Doppia Firma a Milano. Le creazioni di 15 coppie di artigiani e designer fra i tesori della GAM
Una serie di duetti, raccontando il dialogo tra artigiani e designer. Un lungo lavoro di progettazione e produzione, che sfocia in una mostra ospitata tra le magnifiche sale della Gam di Milano.
C’è la passione dell’artigiano, con quel rigore del saper-fare che diventa sfida quotidiana, esercizio fisico, dimensione scultorea e pratica sentimentale; e c’è la visione del designer che punta alla produzione su vasta scala e alla committenza industriale, che lavora col progetto prima che con la mano, che alla solitudine in bottega sostituisce l’idea del team in studio. Insieme fanno l’anima di un Paese storicamente legato all’eccellenza artigianale e alla qualità del design. Col made in Italy che resta un brand senza tempo, pieno di appeal, nonostante la crisi diffusa e l’abbandono progressivo di certe pratiche manifatturiere.
Doppia Firma trasforma questo dualismo virtuoso in una mostra. Che è, innanzitutto, un’avventura progettuale. Quindici coppie, quindici collezioni esclusive e un evento ospitato tra la Sala da Ballo e la Sala del Parnaso della Galleria d’Arte Moderna di Milano, durante il Salone del Mobile. Organizzato da Fondazione Cologni, Living Corriere della Sera e Michelangelo Foundation, l’evento mostra – fra capolavori dell’Ottocento, marmi, specchi e decori preziosi – il risultato del dialogo artigiano-designer, portato avanti da trenta nomi di pregio, italiani e internazionali.
I PROGETTI E LE FIRME
Spazio alla sperimentazione, quindi, mettendo a confronto metodi e sguardi differenti, quanto complementari.
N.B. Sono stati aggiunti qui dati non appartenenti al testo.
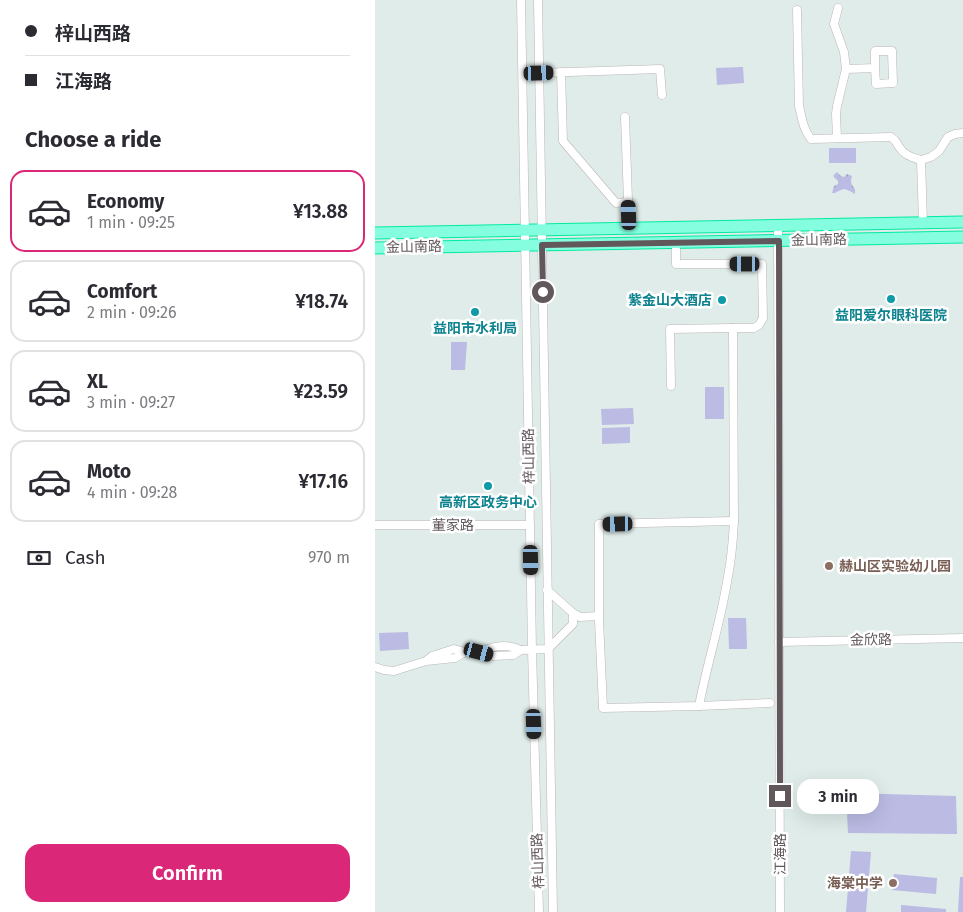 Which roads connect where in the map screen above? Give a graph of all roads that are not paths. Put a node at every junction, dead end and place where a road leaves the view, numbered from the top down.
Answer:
1 (521, 0) edge
2 (538, 0) edge
3 (837, 8) dead end
4 (797, 10) dead end
5 (522, 37) junction
6 (539, 37) junction
7 (875, 68) junction
8 (846, 69) junction
9 (561, 72) junction
10 (539, 73) junction
11 (662, 95) dead end
12 (625, 117) dead end
13 (963, 133) edge
14 (540, 138) junction
15 (837, 138) junction
16 (523, 139) junction
17 (921, 160) junction
18 (628, 202) junction
19 (963, 222) edge
20 (923, 223) junction
21 (779, 226) junction
22 (629, 228) junction
23 (525, 230) junction
24 (542, 230) junction
25 (375, 233) edge
26 (963, 237) edge
27 (779, 241) junction
28 (676, 242) junction
29 (525, 245) junction
30 (542, 245) junction
31 (375, 248) edge
32 (733, 328) junction
33 (671, 386) dead end
34 (734, 521) junction
35 (375, 525) edge
36 (530, 525) junction
37 (547, 590) junction
38 (573, 613) junction
39 (599, 618) junction
40 (573, 624) junction
41 (963, 638) edge
42 (779, 642) junction
43 (532, 649) junction
44 (548, 649) junction
45 (375, 667) edge
46 (770, 703) dead end
47 (699, 706) junction
48 (539, 912) edge
49 (553, 912) edge
50 (780, 912) edge

1 - 5 street, 梓山西路
2 - 6 street, 梓山西路
3 - 8 street
4 - 15 street
5 - 6 street
5 - 16 street, 梓山西路
6 - 10 street, 梓山西路
7 - 7 street
7 - 8 street
8 - 15 street
9 - 10 street
9 - 11 street
9 - 18 street
10 - 14 street, 梓山西路
12 - 18 street
13 - 17 street
14 - 16 street
14 - 24 street, 梓山西路
15 - 17 street
16 - 23 street, 梓山西路
17 - 20 street
18 - 22 street
19 - 20 highway, 金山南路
20 - 21 highway, 金山南路
21 - 22 highway, 金山南路
21 - 27 street, 江海路
22 - 24 highway, 金山南路
23 - 24 highway, 金山南路
23 - 25 highway, 金山南路
23 - 29 street, 梓山西路
24 - 30 street, 梓山西路
26 - 27 highway, 金山南路
27 - 28 highway, 金山南路
27 - 42 street, 江海路
28 - 30 highway, 金山南路
28 - 32 street
29 - 30 highway, 金山南路
29 - 31 highway, 金山南路
29 - 36 street, 梓山西路
30 - 37 street, 梓山西路
32 - 33 street
32 - 34 street
34 - 39 street
34 - 47 street
35 - 36 street, 董家路
36 - 43 street, 梓山西路
37 - 38 street
37 - 44 street, 梓山西路
38 - 39 street
38 - 40 street
39 - 40 street
39 - 47 street
40 - 44 street
41 - 42 street, 金欣路
42 - 50 street, 江海路
43 - 44 street
43 - 45 street
43 - 48 street, 梓山西路
44 - 49 street, 梓山西路
46 - 47 street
Dai corpi luminosi di Simone Crestani e Emmanuel Babled, che nell’increspatura della superficie e nella modulazione dei volumi spingono la tradizionale lampada fino all’essenzialità radicale di una lama di luce, alle lanterne stellate di Massimo Borgna e Cristina Celestino, oggetti magici a misura di sognatori cosmonauti; dei monoliti specchianti de La Fucina di Efesto e Oskar Zieta, in cui la forma regolare collassa, deformando l’immagine riflessa, al set di vasi e piatti in ceramica iridescente, lavorati finemente da Dimitri Bähler e Maurizio Tittarelli Rubboli fino ad emulare la consistenza del metallo; dai tavolini multilayer di Fabrizio Travisanutto e Felix Muhrhofer, che nella minuzia del mosaico dischiudono frammenti di galassie, a quelli di Bottega Nove ed Elisa Strozyk, in cui l’effetto acquerellato su ceramica è ottenuto mediante la mocha diffusion, antica tecnica decorativa basata su una reazione chimica tra foglie di tabacco e acqua; dagli sgabelli in majolica di Sara Ricciardi e Nicolò Morales, decorati a mano alla maniera dei ceramisti di Caltagirone, al separé di Federico Pepe e Marta Cucchia, che al design minimale della struttura lignea, d’ispirazione modernista, affianca un pregiato tessuto jacquard con delicati intrecci di pattern geometrici: il telaio utilizzato è un modello dell’Ottocento con cui è possibile produrre massimo 25 cm di stoffa al giorno.
A coordinare il progetto c’era l’interior stylist Alessandra Salaris, mentre lo Studio Salaris si è occupato dell’allestimento, in cui spicca lo scenografico piano con gli strumenti del mestiere: arnesi, colori, materiali, direttamente dai luoghi del lavoro e dell’immaginazione. Una serie di doppi ritratti, realizzati da Laila Pozzo fra i vari laboratori, funge da documentazione e insieme da omaggio a questi trenta brillanti creativi, sedotti dalla tradizione e innamorati della sperimentazione.